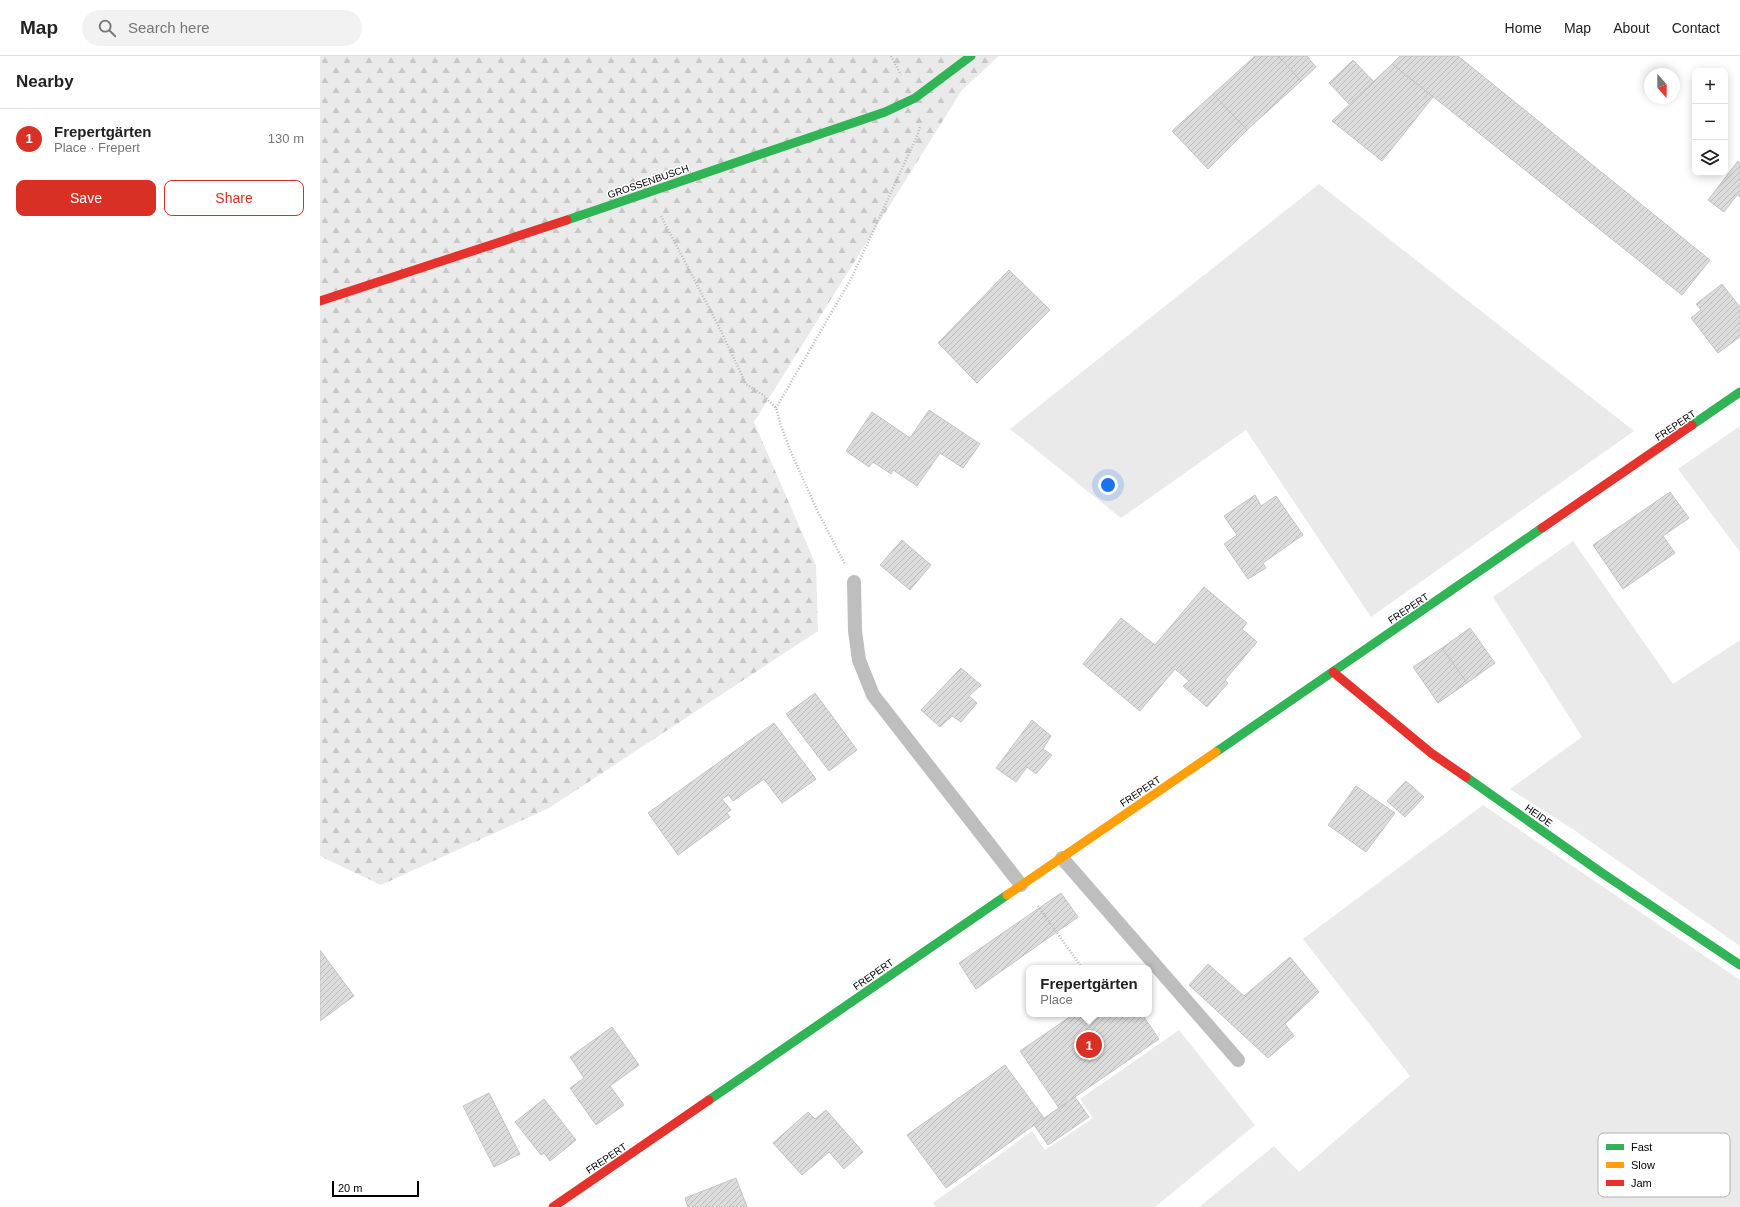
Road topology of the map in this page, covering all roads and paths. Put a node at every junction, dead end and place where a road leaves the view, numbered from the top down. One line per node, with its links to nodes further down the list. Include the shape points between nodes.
1 (971, 56): 2 (street, GROSSENBUSCH)
2 (915, 98): 3 (street, GROSSENBUSCH, via 885,112); 6 (path, via 923,113 918,134 851,279)
3 (649, 193): 4 (street, GROSSENBUSCH); 6 (path, via 720,327 746,384)
4 (320, 301)
5 (1740, 392): 8 (street, FREPERT)
6 (776, 408): 7 (path, via 790,450 814,505)
7 (854, 582): 10 (lane, via 855,631 859,660 873,695)
8 (1333, 672): 9 (street, FREPERT); 13 (street, HEIDE, via 1432,753 1602,874)
9 (1062, 858): 10 (street, FREPERT); 14 (lane)
10 (1021, 885): 15 (street, FREPERT)
11 (1040, 909): 12 (path)
12 (1080, 965)
13 (1740, 965)
14 (1238, 1060)
15 (553, 1207)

What you should do
Copy each entry exactly as written, and drop the pictures from the copy.

Reply to the exercise
Road topology of the map in this page, covering all roads and paths. Put a node at every junction, dead end and place where a road leaves the view, numbered from the top down. One line per node, with its links to nodes further down the list. Include the shape points between nodes.
1 (971, 56): 2 (street, GROSSENBUSCH)
2 (915, 98): 3 (street, GROSSENBUSCH, via 885,112); 6 (path, via 923,113 918,134 851,279)
3 (649, 193): 4 (street, GROSSENBUSCH); 6 (path, via 720,327 746,384)
4 (320, 301)
5 (1740, 392): 8 (street, FREPERT)
6 (776, 408): 7 (path, via 790,450 814,505)
7 (854, 582): 10 (lane, via 855,631 859,660 873,695)
8 (1333, 672): 9 (street, FREPERT); 13 (street, HEIDE, via 1432,753 1602,874)
9 (1062, 858): 10 (street, FREPERT); 14 (lane)
10 (1021, 885): 15 (street, FREPERT)
11 (1040, 909): 12 (path)
12 (1080, 965)
13 (1740, 965)
14 (1238, 1060)
15 (553, 1207)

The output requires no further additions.